> [Aim of the exercise]
Your output must match the data word for word, with every line included.

> [Data to use]
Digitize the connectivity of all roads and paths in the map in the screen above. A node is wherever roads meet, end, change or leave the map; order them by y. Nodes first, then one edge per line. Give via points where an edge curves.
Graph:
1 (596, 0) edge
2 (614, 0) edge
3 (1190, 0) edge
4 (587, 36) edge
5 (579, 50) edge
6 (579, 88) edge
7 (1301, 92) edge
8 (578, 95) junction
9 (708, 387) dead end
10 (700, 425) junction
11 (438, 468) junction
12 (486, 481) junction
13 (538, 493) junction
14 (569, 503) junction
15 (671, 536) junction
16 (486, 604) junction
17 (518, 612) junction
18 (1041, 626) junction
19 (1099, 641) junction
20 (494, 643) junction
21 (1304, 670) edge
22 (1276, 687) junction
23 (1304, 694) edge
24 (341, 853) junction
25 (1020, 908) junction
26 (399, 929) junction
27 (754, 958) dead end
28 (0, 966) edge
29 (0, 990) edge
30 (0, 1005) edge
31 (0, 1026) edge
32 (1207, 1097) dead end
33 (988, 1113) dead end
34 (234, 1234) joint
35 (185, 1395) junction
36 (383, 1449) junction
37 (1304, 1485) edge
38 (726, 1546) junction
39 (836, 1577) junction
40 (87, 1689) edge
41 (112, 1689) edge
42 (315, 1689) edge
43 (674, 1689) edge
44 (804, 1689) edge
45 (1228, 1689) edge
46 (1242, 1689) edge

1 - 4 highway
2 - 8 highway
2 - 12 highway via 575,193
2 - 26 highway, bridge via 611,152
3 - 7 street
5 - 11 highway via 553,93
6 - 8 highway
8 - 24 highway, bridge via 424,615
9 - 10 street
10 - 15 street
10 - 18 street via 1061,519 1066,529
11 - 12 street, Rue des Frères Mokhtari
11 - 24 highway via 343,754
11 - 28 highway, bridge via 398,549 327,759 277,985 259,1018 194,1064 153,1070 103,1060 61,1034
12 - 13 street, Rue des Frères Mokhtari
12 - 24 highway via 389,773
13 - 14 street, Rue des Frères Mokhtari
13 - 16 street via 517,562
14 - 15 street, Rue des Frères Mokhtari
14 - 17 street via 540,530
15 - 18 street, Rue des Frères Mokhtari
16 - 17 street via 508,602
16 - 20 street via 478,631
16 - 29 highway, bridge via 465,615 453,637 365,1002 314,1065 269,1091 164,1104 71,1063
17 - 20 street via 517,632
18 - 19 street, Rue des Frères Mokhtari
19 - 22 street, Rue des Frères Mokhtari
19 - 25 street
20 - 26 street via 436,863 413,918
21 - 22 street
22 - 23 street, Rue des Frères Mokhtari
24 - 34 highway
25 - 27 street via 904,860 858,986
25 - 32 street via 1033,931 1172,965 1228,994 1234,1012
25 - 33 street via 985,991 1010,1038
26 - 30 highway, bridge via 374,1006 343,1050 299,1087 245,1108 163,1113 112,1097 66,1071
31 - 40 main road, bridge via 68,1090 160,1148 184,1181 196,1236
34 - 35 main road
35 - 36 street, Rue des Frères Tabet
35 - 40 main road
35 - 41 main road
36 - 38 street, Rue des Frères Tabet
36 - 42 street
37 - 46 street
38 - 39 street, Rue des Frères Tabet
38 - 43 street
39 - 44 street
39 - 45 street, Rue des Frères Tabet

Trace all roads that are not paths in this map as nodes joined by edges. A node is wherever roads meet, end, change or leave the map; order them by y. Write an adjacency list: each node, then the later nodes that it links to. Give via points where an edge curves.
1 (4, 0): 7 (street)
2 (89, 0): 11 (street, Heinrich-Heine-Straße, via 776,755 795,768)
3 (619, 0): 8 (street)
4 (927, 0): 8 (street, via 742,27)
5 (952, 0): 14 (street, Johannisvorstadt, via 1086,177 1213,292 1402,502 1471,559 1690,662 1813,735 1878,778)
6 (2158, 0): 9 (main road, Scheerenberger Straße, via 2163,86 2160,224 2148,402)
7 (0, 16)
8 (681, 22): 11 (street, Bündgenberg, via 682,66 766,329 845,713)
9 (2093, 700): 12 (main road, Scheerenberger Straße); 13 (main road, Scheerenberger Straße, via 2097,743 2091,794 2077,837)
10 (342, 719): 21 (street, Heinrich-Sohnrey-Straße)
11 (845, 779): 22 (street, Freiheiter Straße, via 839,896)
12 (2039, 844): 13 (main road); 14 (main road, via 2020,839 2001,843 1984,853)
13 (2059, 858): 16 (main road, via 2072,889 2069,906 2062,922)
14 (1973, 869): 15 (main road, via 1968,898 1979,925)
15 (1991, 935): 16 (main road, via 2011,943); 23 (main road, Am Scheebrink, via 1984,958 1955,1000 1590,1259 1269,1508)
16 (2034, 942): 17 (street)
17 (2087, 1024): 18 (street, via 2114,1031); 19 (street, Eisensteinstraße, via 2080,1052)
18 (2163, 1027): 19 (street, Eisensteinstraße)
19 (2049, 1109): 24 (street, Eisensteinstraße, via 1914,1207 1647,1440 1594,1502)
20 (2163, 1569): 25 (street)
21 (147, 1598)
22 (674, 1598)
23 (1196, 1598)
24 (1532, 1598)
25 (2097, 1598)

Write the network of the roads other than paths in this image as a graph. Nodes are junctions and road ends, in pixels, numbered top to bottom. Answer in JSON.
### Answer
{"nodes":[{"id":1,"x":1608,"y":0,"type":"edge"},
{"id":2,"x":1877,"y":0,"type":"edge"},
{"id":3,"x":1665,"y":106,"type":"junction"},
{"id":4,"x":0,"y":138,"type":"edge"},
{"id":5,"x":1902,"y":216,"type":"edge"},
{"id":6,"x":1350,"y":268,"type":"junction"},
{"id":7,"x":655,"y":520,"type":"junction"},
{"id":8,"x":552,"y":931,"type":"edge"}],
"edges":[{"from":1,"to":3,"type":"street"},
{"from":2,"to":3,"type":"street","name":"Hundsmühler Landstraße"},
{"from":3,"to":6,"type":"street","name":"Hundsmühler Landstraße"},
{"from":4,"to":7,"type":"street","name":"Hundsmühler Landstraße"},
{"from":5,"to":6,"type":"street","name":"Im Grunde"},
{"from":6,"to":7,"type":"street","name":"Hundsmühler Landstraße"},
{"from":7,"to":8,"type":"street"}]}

> [Answer section]
Digitize the connectivity of all roads and paths in the map in the screen above. A node is wherever roads meet, end, change or leave the map; order them by y. Nodes first, then one edge per line. Give via points where an edge curves.
Graph:
1 (596, 0) edge
2 (614, 0) edge
3 (1190, 0) edge
4 (587, 36) edge
5 (579, 50) edge
6 (579, 88) edge
7 (1301, 92) edge
8 (578, 95) junction
9 (708, 387) dead end
10 (700, 425) junction
11 (438, 468) junction
12 (486, 481) junction
13 (538, 493) junction
14 (569, 503) junction
15 (671, 536) junction
16 (486, 604) junction
17 (518, 612) junction
18 (1041, 626) junction
19 (1099, 641) junction
20 (494, 643) junction
21 (1304, 670) edge
22 (1276, 687) junction
23 (1304, 694) edge
24 (341, 853) junction
25 (1020, 908) junction
26 (399, 929) junction
27 (754, 958) dead end
28 (0, 966) edge
29 (0, 990) edge
30 (0, 1005) edge
31 (0, 1026) edge
32 (1207, 1097) dead end
33 (988, 1113) dead end
34 (234, 1234) joint
35 (185, 1395) junction
36 (383, 1449) junction
37 (1304, 1485) edge
38 (726, 1546) junction
39 (836, 1577) junction
40 (87, 1689) edge
41 (112, 1689) edge
42 (315, 1689) edge
43 (674, 1689) edge
44 (804, 1689) edge
45 (1228, 1689) edge
46 (1242, 1689) edge

1 - 4 highway
2 - 8 highway
2 - 12 highway via 575,193
2 - 26 highway, bridge via 611,152
3 - 7 street
5 - 11 highway via 553,93
6 - 8 highway
8 - 24 highway, bridge via 424,615
9 - 10 street
10 - 15 street
10 - 18 street via 1061,519 1066,529
11 - 12 street, Rue des Frères Mokhtari
11 - 24 highway via 343,754
11 - 28 highway, bridge via 398,549 327,759 277,985 259,1018 194,1064 153,1070 103,1060 61,1034
12 - 13 street, Rue des Frères Mokhtari
12 - 24 highway via 389,773
13 - 14 street, Rue des Frères Mokhtari
13 - 16 street via 517,562
14 - 15 street, Rue des Frères Mokhtari
14 - 17 street via 540,530
15 - 18 street, Rue des Frères Mokhtari
16 - 17 street via 508,602
16 - 20 street via 478,631
16 - 29 highway, bridge via 465,615 453,637 365,1002 314,1065 269,1091 164,1104 71,1063
17 - 20 street via 517,632
18 - 19 street, Rue des Frères Mokhtari
19 - 22 street, Rue des Frères Mokhtari
19 - 25 street
20 - 26 street via 436,863 413,918
21 - 22 street
22 - 23 street, Rue des Frères Mokhtari
24 - 34 highway
25 - 27 street via 904,860 858,986
25 - 32 street via 1033,931 1172,965 1228,994 1234,1012
25 - 33 street via 985,991 1010,1038
26 - 30 highway, bridge via 374,1006 343,1050 299,1087 245,1108 163,1113 112,1097 66,1071
31 - 40 main road, bridge via 68,1090 160,1148 184,1181 196,1236
34 - 35 main road
35 - 36 street, Rue des Frères Tabet
35 - 40 main road
35 - 41 main road
36 - 38 street, Rue des Frères Tabet
36 - 42 street
37 - 46 street
38 - 39 street, Rue des Frères Tabet
38 - 43 street
39 - 44 street
39 - 45 street, Rue des Frères Tabet

Trace all roads that are not paths in this map as nodes joined by edges. A node is wherever roads meet, end, change or leave the map; order them by y. Write an adjacency list: each node, then the later nodes that it links to. Give via points where an edge curves.
1 (4, 0): 7 (street)
2 (89, 0): 11 (street, Heinrich-Heine-Straße, via 776,755 795,768)
3 (619, 0): 8 (street)
4 (927, 0): 8 (street, via 742,27)
5 (952, 0): 14 (street, Johannisvorstadt, via 1086,177 1213,292 1402,502 1471,559 1690,662 1813,735 1878,778)
6 (2158, 0): 9 (main road, Scheerenberger Straße, via 2163,86 2160,224 2148,402)
7 (0, 16)
8 (681, 22): 11 (street, Bündgenberg, via 682,66 766,329 845,713)
9 (2093, 700): 12 (main road, Scheerenberger Straße); 13 (main road, Scheerenberger Straße, via 2097,743 2091,794 2077,837)
10 (342, 719): 21 (street, Heinrich-Sohnrey-Straße)
11 (845, 779): 22 (street, Freiheiter Straße, via 839,896)
12 (2039, 844): 13 (main road); 14 (main road, via 2020,839 2001,843 1984,853)
13 (2059, 858): 16 (main road, via 2072,889 2069,906 2062,922)
14 (1973, 869): 15 (main road, via 1968,898 1979,925)
15 (1991, 935): 16 (main road, via 2011,943); 23 (main road, Am Scheebrink, via 1984,958 1955,1000 1590,1259 1269,1508)
16 (2034, 942): 17 (street)
17 (2087, 1024): 18 (street, via 2114,1031); 19 (street, Eisensteinstraße, via 2080,1052)
18 (2163, 1027): 19 (street, Eisensteinstraße)
19 (2049, 1109): 24 (street, Eisensteinstraße, via 1914,1207 1647,1440 1594,1502)
20 (2163, 1569): 25 (street)
21 (147, 1598)
22 (674, 1598)
23 (1196, 1598)
24 (1532, 1598)
25 (2097, 1598)

Write the network of the roads other than paths in this image as a graph. Nodes are junctions and road ends, in pixels, numbered top to bottom. Answer in JSON.
### Answer
{"nodes":[{"id":1,"x":1608,"y":0,"type":"edge"},
{"id":2,"x":1877,"y":0,"type":"edge"},
{"id":3,"x":1665,"y":106,"type":"junction"},
{"id":4,"x":0,"y":138,"type":"edge"},
{"id":5,"x":1902,"y":216,"type":"edge"},
{"id":6,"x":1350,"y":268,"type":"junction"},
{"id":7,"x":655,"y":520,"type":"junction"},
{"id":8,"x":552,"y":931,"type":"edge"}],
"edges":[{"from":1,"to":3,"type":"street"},
{"from":2,"to":3,"type":"street","name":"Hundsmühler Landstraße"},
{"from":3,"to":6,"type":"street","name":"Hundsmühler Landstraße"},
{"from":4,"to":7,"type":"street","name":"Hundsmühler Landstraße"},
{"from":5,"to":6,"type":"street","name":"Im Grunde"},
{"from":6,"to":7,"type":"street","name":"Hundsmühler Landstraße"},
{"from":7,"to":8,"type":"street"}]}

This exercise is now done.